### What this task involves:
Please return the records below exactly as they stand, with the pictures removed.

### Provided data:
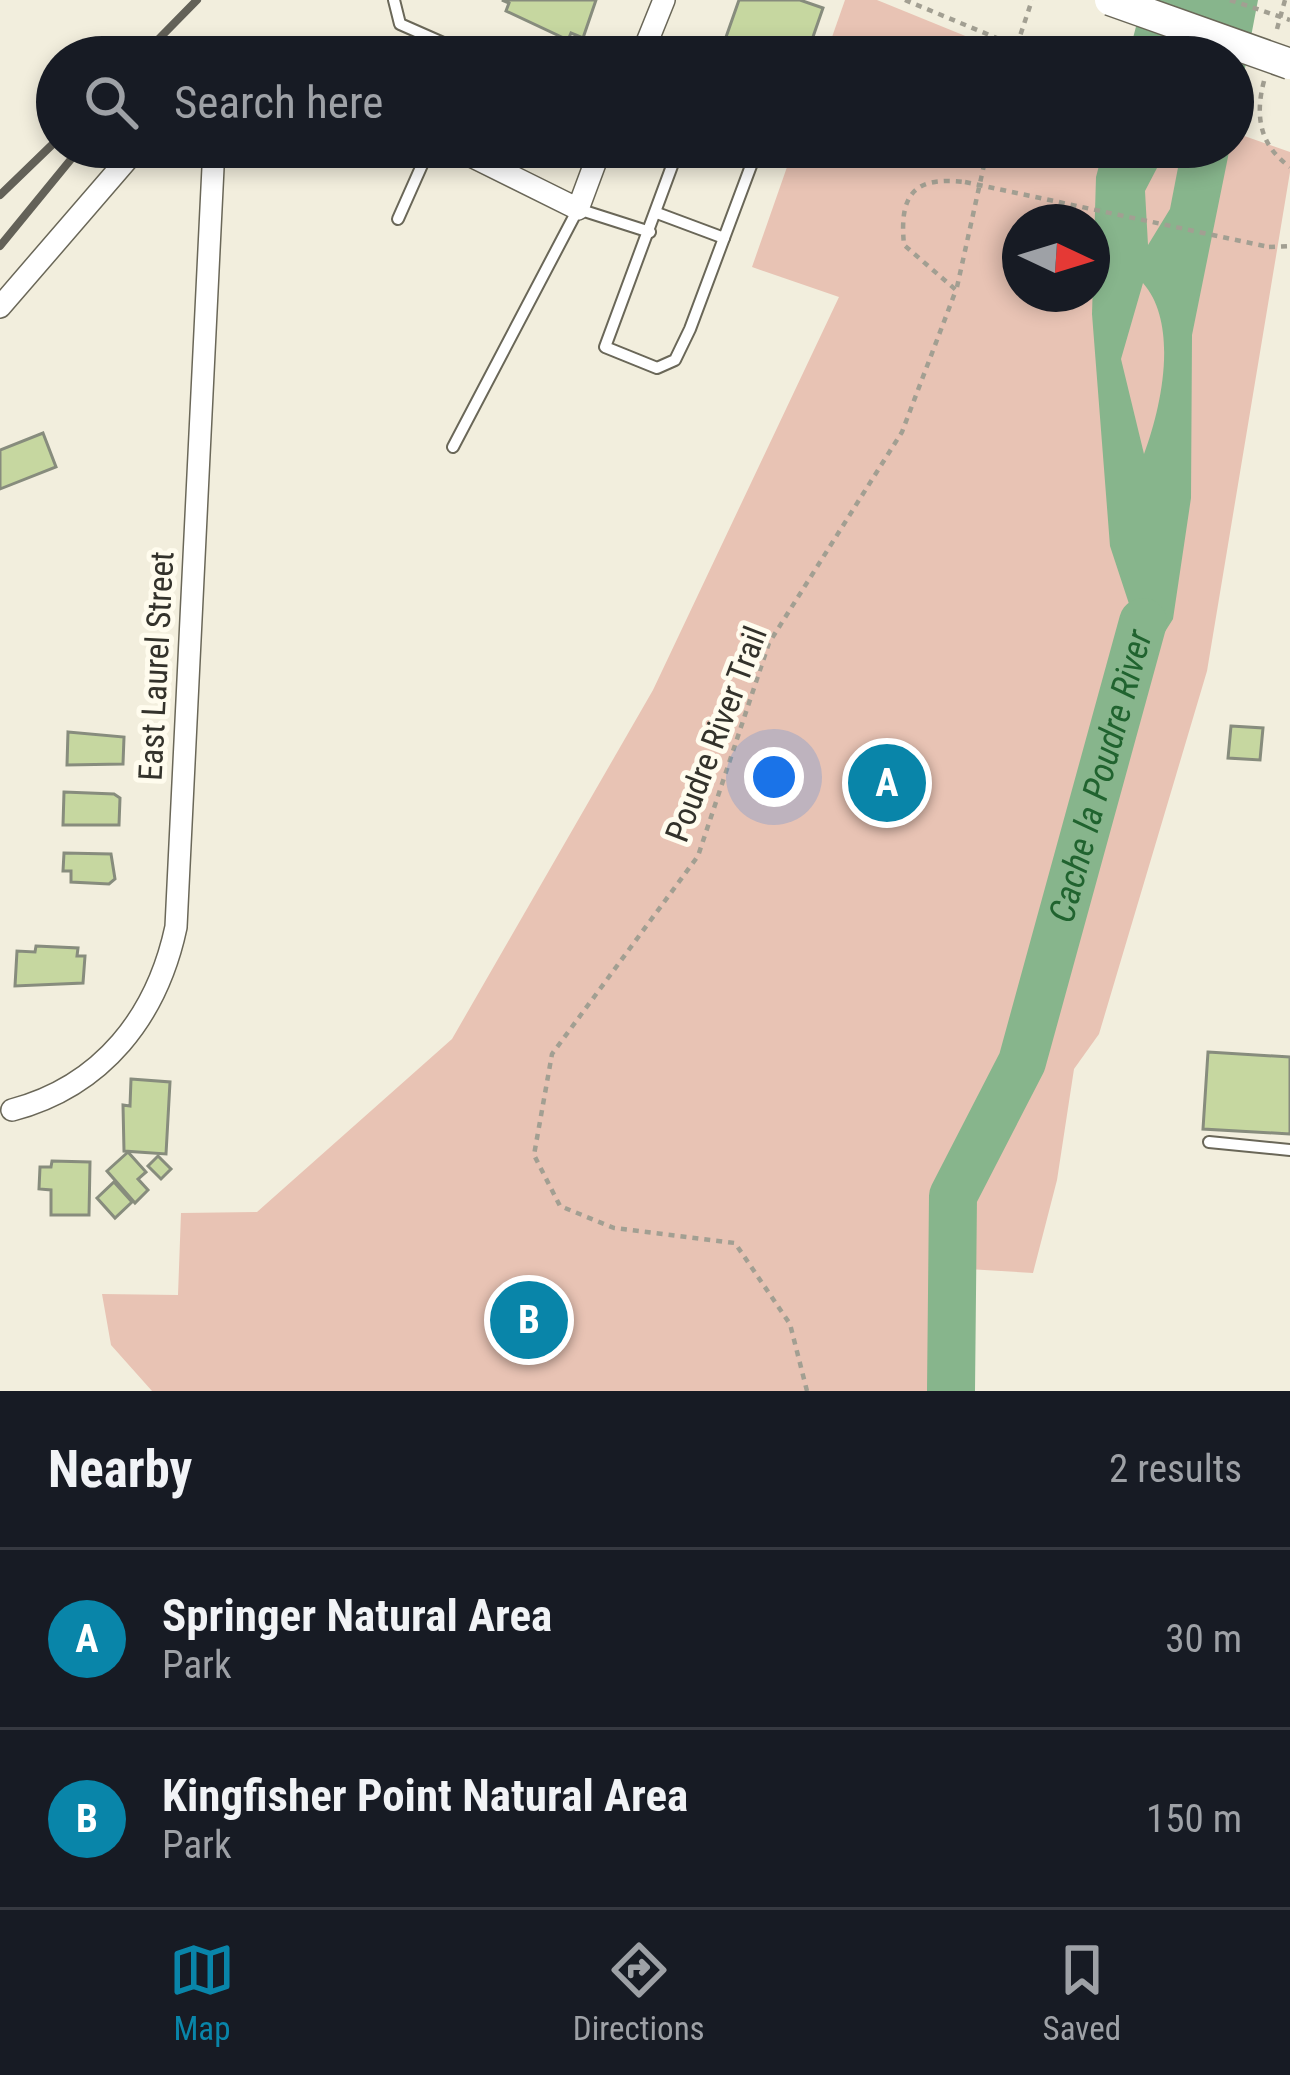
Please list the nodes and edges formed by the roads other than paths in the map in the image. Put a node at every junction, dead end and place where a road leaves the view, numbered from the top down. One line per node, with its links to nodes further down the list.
1 (394, 0): 4 (lane)
2 (664, 0): 5 (street)
3 (1110, 0): 6 (main road, bridge)
4 (427, 36)
5 (649, 36)
6 (1211, 36)
7 (1254, 51): 8 (main road, bridge)
8 (1290, 64)
9 (120, 168): 21 (street)
10 (213, 168): 23 (street, East Laurel Street)
11 (421, 168): 18 (lane)
12 (495, 168): 16 (street)
13 (593, 168): 16 (street)
14 (673, 168): 17 (lane)
15 (750, 168): 20 (lane)
16 (578, 209): 19 (lane); 22 (lane)
17 (657, 213): 19 (lane); 20 (lane)
18 (398, 219)
19 (650, 232): 20 (lane)
20 (724, 238)
21 (0, 307)
22 (452, 447)
23 (6, 1112)
24 (1209, 1142): 25 (lane)
25 (1290, 1150)

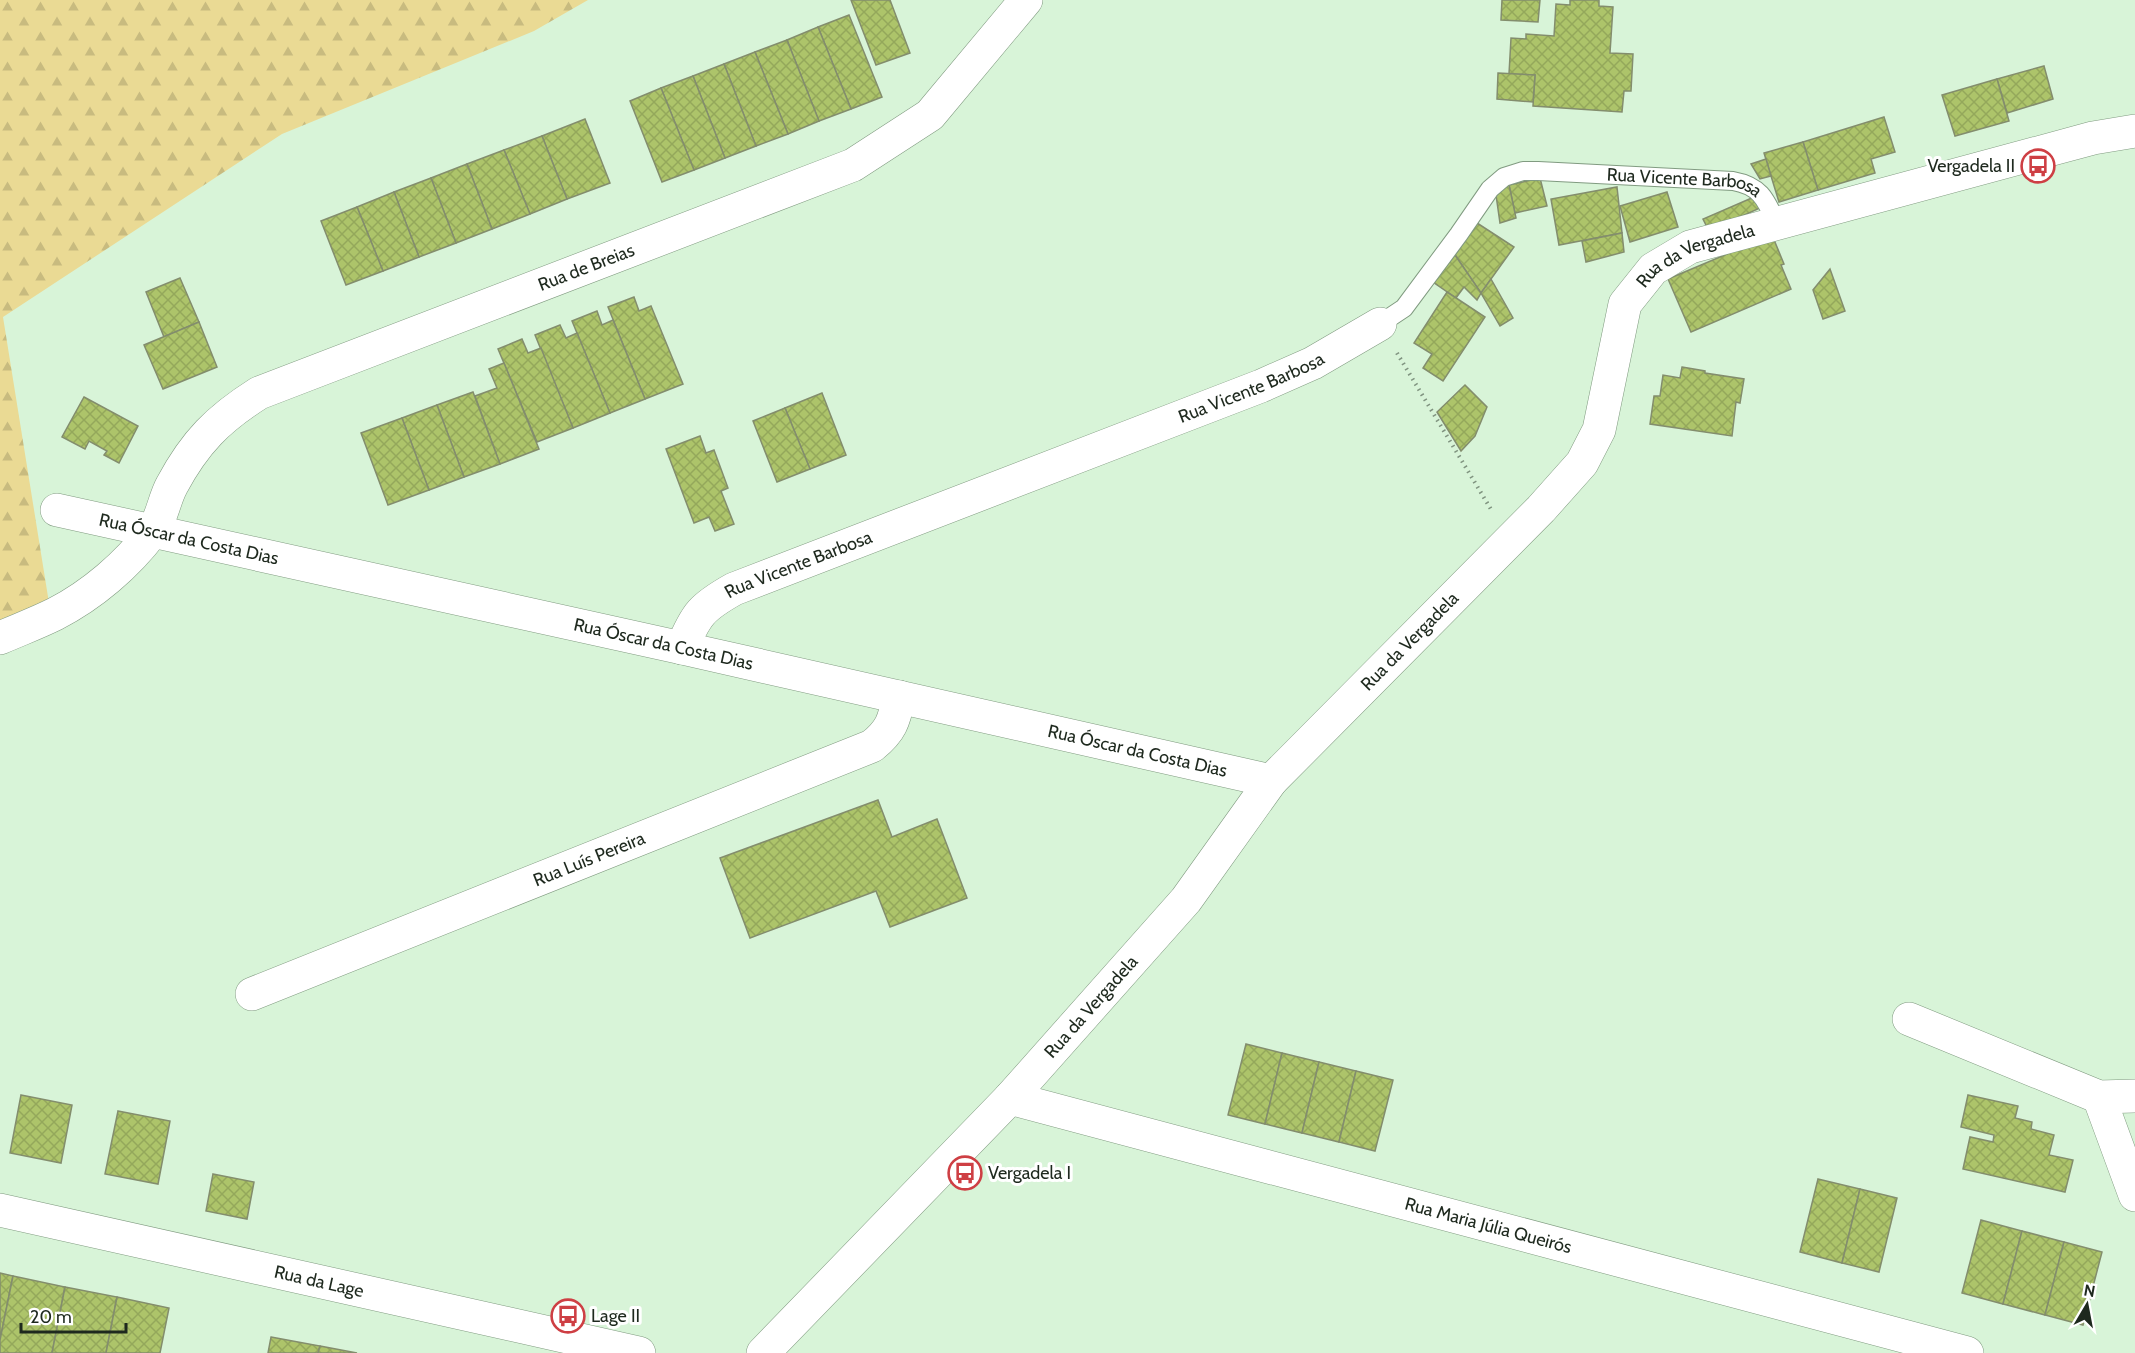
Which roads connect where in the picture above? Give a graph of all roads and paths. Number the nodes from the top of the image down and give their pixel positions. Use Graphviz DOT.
graph roads {
  1 [pos="1026,0"];
  2 [pos="2135,131"];
  3 [pos="1777,224"];
  4 [pos="1380,324"];
  5 [pos="57,510"];
  6 [pos="154,530"];
  7 [pos="1509,540"];
  8 [pos="0,638"];
  9 [pos="682,648"];
  10 [pos="899,697"];
  11 [pos="1270,781"];
  12 [pos="252,994"];
  13 [pos="1909,1019"];
  14 [pos="2135,1096"];
  15 [pos="2099,1097"];
  16 [pos="1010,1098"];
  17 [pos="2135,1195"];
  18 [pos="0,1210"];
  19 [pos="639,1353"];
  20 [pos="763,1353"];
  21 [pos="1967,1353"];
  1 -- 6 [label="street, Rua de Breias"];
  2 -- 3 [label="street, Rua da Vergadela"];
  3 -- 4 [label="lane, Rua Vicente Barbosa"];
  3 -- 7 [label="street, Rua da Vergadela"];
  4 -- 7 [label="path"];
  4 -- 9 [label="street, Rua Vicente Barbosa"];
  5 -- 6 [label="street, Rua Óscar da Costa Dias"];
  6 -- 8 [label="street"];
  6 -- 9 [label="street, Rua Óscar da Costa Dias"];
  7 -- 11 [label="street, Rua da Vergadela"];
  9 -- 10 [label="street, Rua Óscar da Costa Dias"];
  10 -- 11 [label="street, Rua Óscar da Costa Dias"];
  10 -- 12 [label="street, Rua Luís Pereira"];
  11 -- 16 [label="street, Rua da Vergadela"];
  13 -- 15 [label="street"];
  14 -- 15 [label="street"];
  15 -- 17 [label="street"];
  16 -- 20 [label="street, Rua da Vergadela"];
  16 -- 21 [label="street, Rua Maria Júlia Queirós"];
  18 -- 19 [label="street, Rua da Lage"];
}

### Task solution:
Please list the nodes and edges formed by the roads other than paths in the map in the image. Put a node at every junction, dead end and place where a road leaves the view, numbered from the top down. One line per node, with its links to nodes further down the list.
1 (394, 0): 4 (lane)
2 (664, 0): 5 (street)
3 (1110, 0): 6 (main road, bridge)
4 (427, 36)
5 (649, 36)
6 (1211, 36)
7 (1254, 51): 8 (main road, bridge)
8 (1290, 64)
9 (120, 168): 21 (street)
10 (213, 168): 23 (street, East Laurel Street)
11 (421, 168): 18 (lane)
12 (495, 168): 16 (street)
13 (593, 168): 16 (street)
14 (673, 168): 17 (lane)
15 (750, 168): 20 (lane)
16 (578, 209): 19 (lane); 22 (lane)
17 (657, 213): 19 (lane); 20 (lane)
18 (398, 219)
19 (650, 232): 20 (lane)
20 (724, 238)
21 (0, 307)
22 (452, 447)
23 (6, 1112)
24 (1209, 1142): 25 (lane)
25 (1290, 1150)

Which roads connect where in the picture above? Give a graph of all roads and paths. Number the nodes from the top of the image down and give their pixel positions. Use Graphviz DOT.
graph roads {
  1 [pos="1026,0"];
  2 [pos="2135,131"];
  3 [pos="1777,224"];
  4 [pos="1380,324"];
  5 [pos="57,510"];
  6 [pos="154,530"];
  7 [pos="1509,540"];
  8 [pos="0,638"];
  9 [pos="682,648"];
  10 [pos="899,697"];
  11 [pos="1270,781"];
  12 [pos="252,994"];
  13 [pos="1909,1019"];
  14 [pos="2135,1096"];
  15 [pos="2099,1097"];
  16 [pos="1010,1098"];
  17 [pos="2135,1195"];
  18 [pos="0,1210"];
  19 [pos="639,1353"];
  20 [pos="763,1353"];
  21 [pos="1967,1353"];
  1 -- 6 [label="street, Rua de Breias"];
  2 -- 3 [label="street, Rua da Vergadela"];
  3 -- 4 [label="lane, Rua Vicente Barbosa"];
  3 -- 7 [label="street, Rua da Vergadela"];
  4 -- 7 [label="path"];
  4 -- 9 [label="street, Rua Vicente Barbosa"];
  5 -- 6 [label="street, Rua Óscar da Costa Dias"];
  6 -- 8 [label="street"];
  6 -- 9 [label="street, Rua Óscar da Costa Dias"];
  7 -- 11 [label="street, Rua da Vergadela"];
  9 -- 10 [label="street, Rua Óscar da Costa Dias"];
  10 -- 11 [label="street, Rua Óscar da Costa Dias"];
  10 -- 12 [label="street, Rua Luís Pereira"];
  11 -- 16 [label="street, Rua da Vergadela"];
  13 -- 15 [label="street"];
  14 -- 15 [label="street"];
  15 -- 17 [label="street"];
  16 -- 20 [label="street, Rua da Vergadela"];
  16 -- 21 [label="street, Rua Maria Júlia Queirós"];
  18 -- 19 [label="street, Rua da Lage"];
}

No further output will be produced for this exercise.